CHOOSE WISELY: Don't forget to do the research when recommending a telehealth provider
Telehealth is the distribution of health-related services via virtual technologies. Historically, telehealth has been a cost-effective and convenient method of treating certain medical conditions in a virtual environment rather than visiting an emergency room, urgent care clinic or a doctor’s office. The telehealth market is changing rapidly as evidenced by an expansion of services, increased adoption and company consolidation.
We saw boosts of telehealth use in 2009, and more recently, the COVID-19 pandemic brought behavioral health into the mainstream of this industry as employers sought to add services that address the effects of isolation, uncertainty, stress, anxiety and even depression.
Telehealth services can trace their origins back to the mid-1900s and even further back, to the time the telephone was invented. In 1948, the first radiological images were sent via telephone and in 1961, remote monitoring systems were used by the space program. These early innovations laid a foundation for telehealth and our modern healthcare system, and ultimately to the creation of the American Telemedicine Association in 1993.
The COVID-19 pandemic significantly raised customer awareness of telehealth services and the testament of its convenience has increased simultaneously. As the dust settles from the COVID-19 pandemic, telehealth is emerging as the commodity that it is, and value-add services are going to be the differentiating factors in an increasingly competitive marketplace. The current trend in the telehealth market is to add services such as virtual primary care, chronic care, remote patient monitoring, specialties and behavioral health.
Trends in telehealth are gaining momentum as the normality of its services increases. In the succeeding years, Beehive Insurance in Murray predicts that virtual care will become mainstream and ultimately replace the many in-person primary care appointments. With technology advancements and accessible tools online, there is less of a need to leave the house and more of an ability to hold appointments without stepping foot in a doctor’s office.

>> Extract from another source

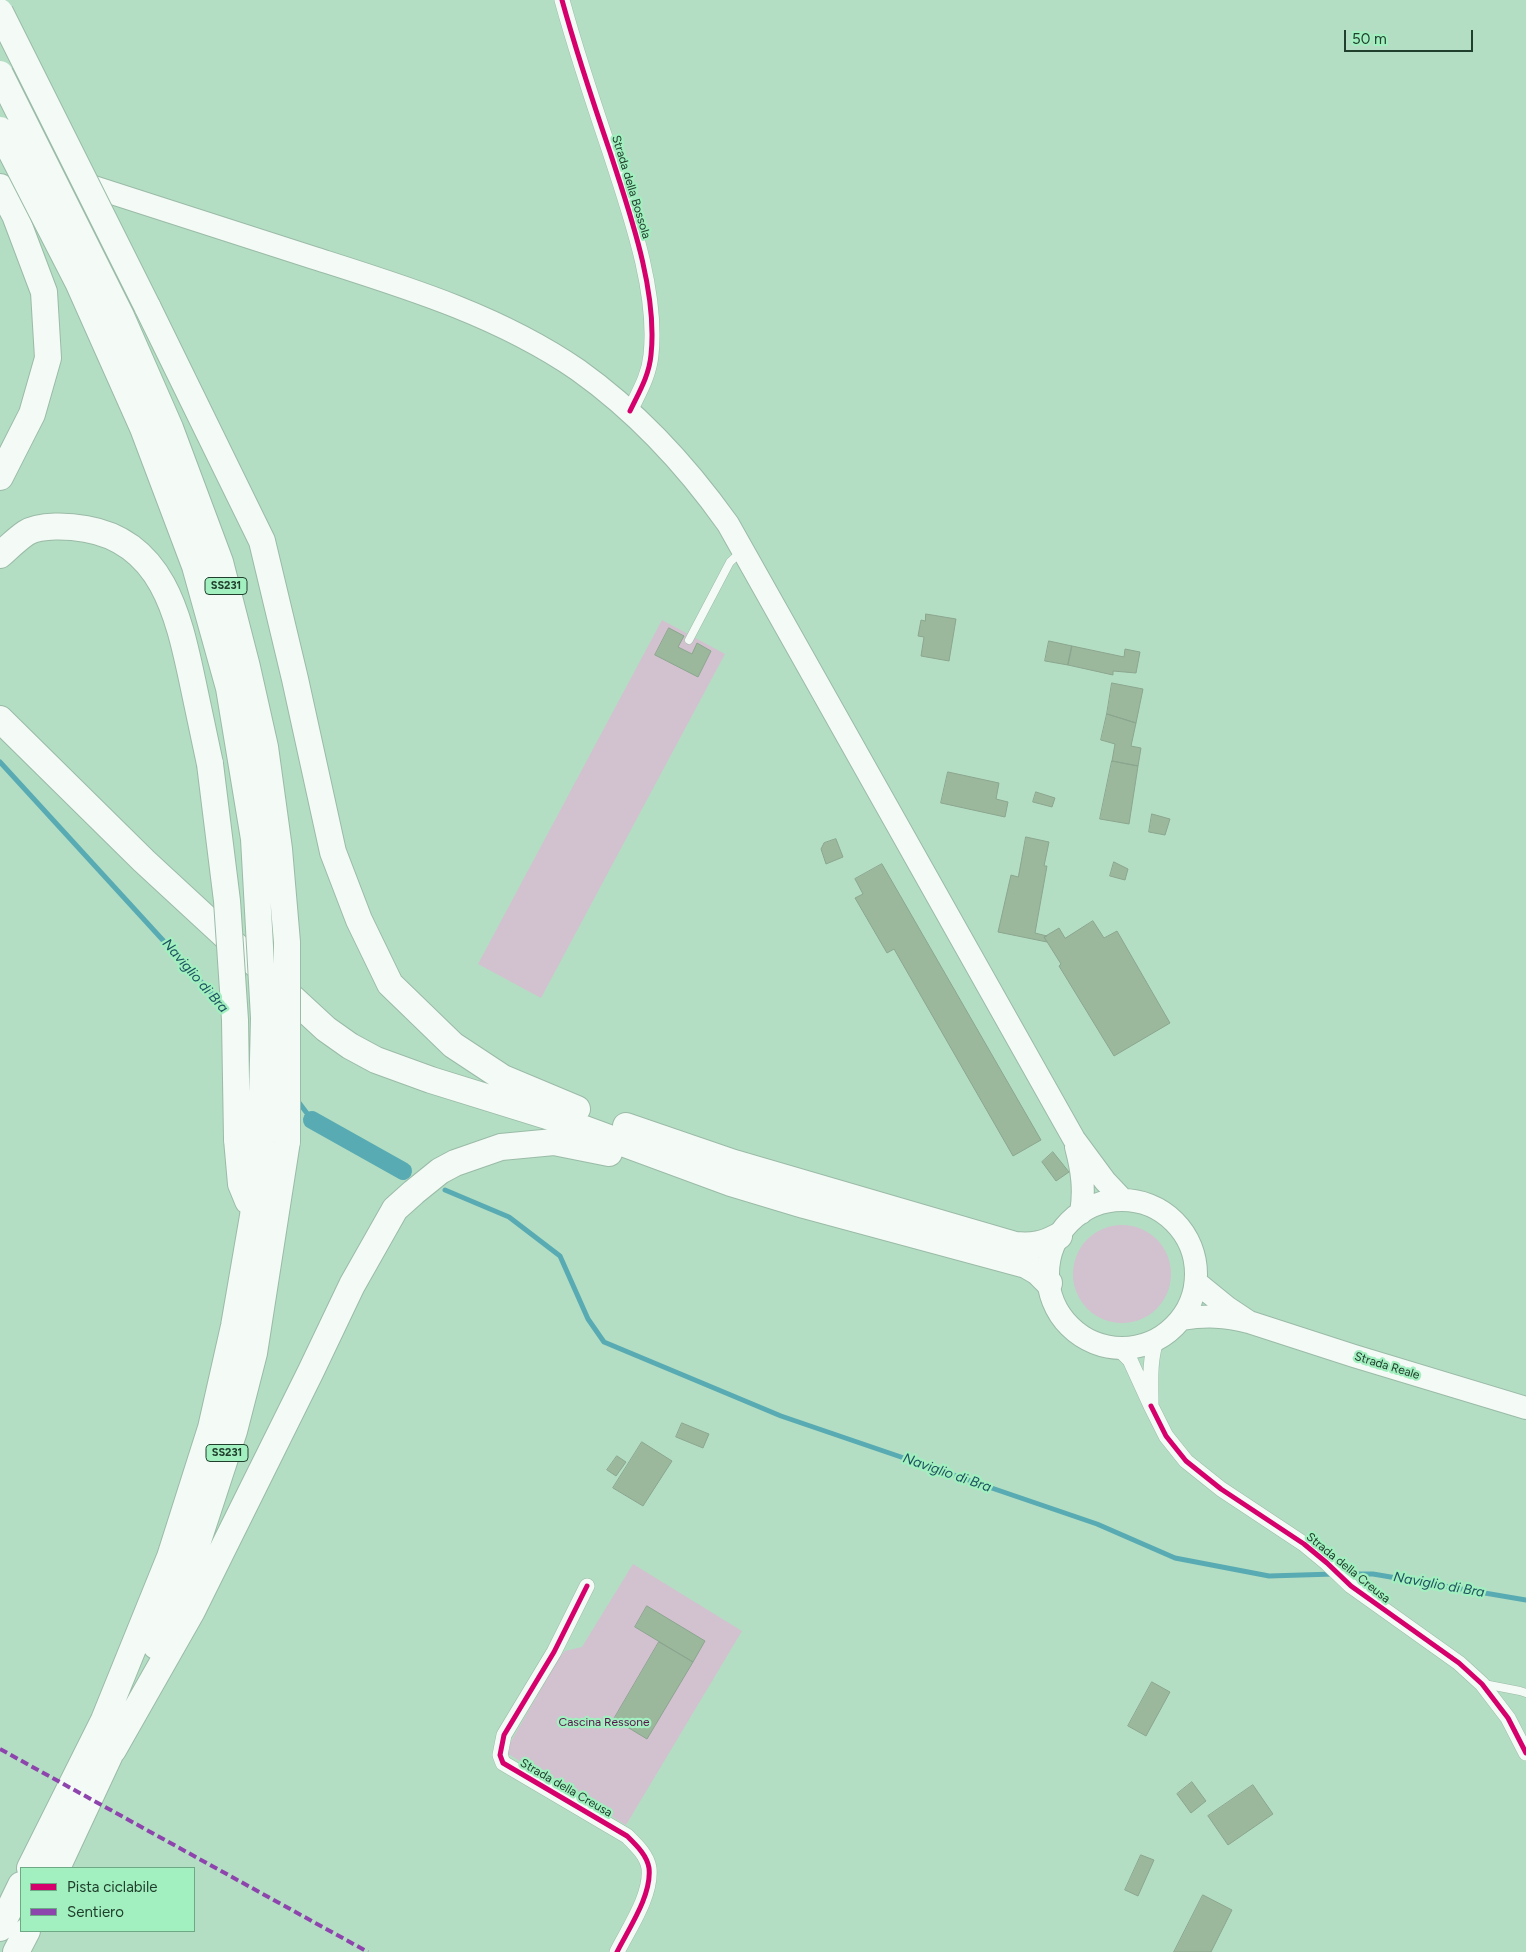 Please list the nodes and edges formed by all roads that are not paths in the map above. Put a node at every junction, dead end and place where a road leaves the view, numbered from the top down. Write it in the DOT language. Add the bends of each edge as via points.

Knowing the predicted trends and the importance our clients already place on quality telehealth services, Beehive Insurance conducted thorough research into the telehealth market, its trends and the service providers who are emerging as best in class. Beehive’s research included an evaluation of eight prominent telehealth providers using 27 factors to find the best overall fit and value for their clients and employees.
This analysis was not focused on cost alone, but included a broader look at total value, quality of doctors, user satisfaction, technology platforms and innovation. They also looked for telehealth providers who excelled in engagement as measured by utilization and quality outcomes.
For purposes of defining the scope and analysis, these emerging services were placed into three categories: acute/episodic medical care, behavioral health and specialty care. The analysis gave higher value to those companies that have included or plan to include these services in the near term. Some telehealth providers offer solutions on a “stand-alone” basis while others bundle telehealth with tools for employee engagement, patient advocacy, virtual enrollment and medical and pharmacy transparency.
Beehive’s research found that pricing has become extremely competitive with most of the pricing risk being borne by the telehealth providers who set rates based on expected utilization. Some buyers in this market may prefer to share the pricing risk in exchange for a guaranteed return on investment (ROI). They found quality providers willing to put their fees at risk and guarantee an ROI. As services are added to the telehealth market, utilization is expected to increase and pricing models will change out of necessity. The expanding market will also draw further investment and drive additional consolidation.
The research also found that some telehealth providers display their use of technology as evidenced by engaging apps and websites but seemed to have forgotten that the real service they are providing is quality healthcare.
Following the initial evaluation using all 27 factors, the research team focused on a refined list of differentiating factors their clients value most. These factors included total value (did the price and quality of service provide overall value?), reporting capability (do reports track meaningful metrics?), ease of administration (is enrollment simple and error-free?) and innovation (is the telehealth provider looking for what’s next in the market?). The factors also included satisfaction ratings, employee engagement, technology, and the use of employee or contract doctors in their analysis.
After their evaluation, Beehive chose a preferred provider who will give its clients the best overall telehealth experience. Beehive recognizes that other providers may be a better fit for some businesses and recommends that similar research be performed by a trusted advisor before any company chooses a telehealth provider in this dynamic and competitive market. If done thoroughly, the time spent on research and evaluation will allow the employer to find solutions that offer the best services for their employees.
Mike Edmonds is the director of client services for Beehive Insurance in Sandy.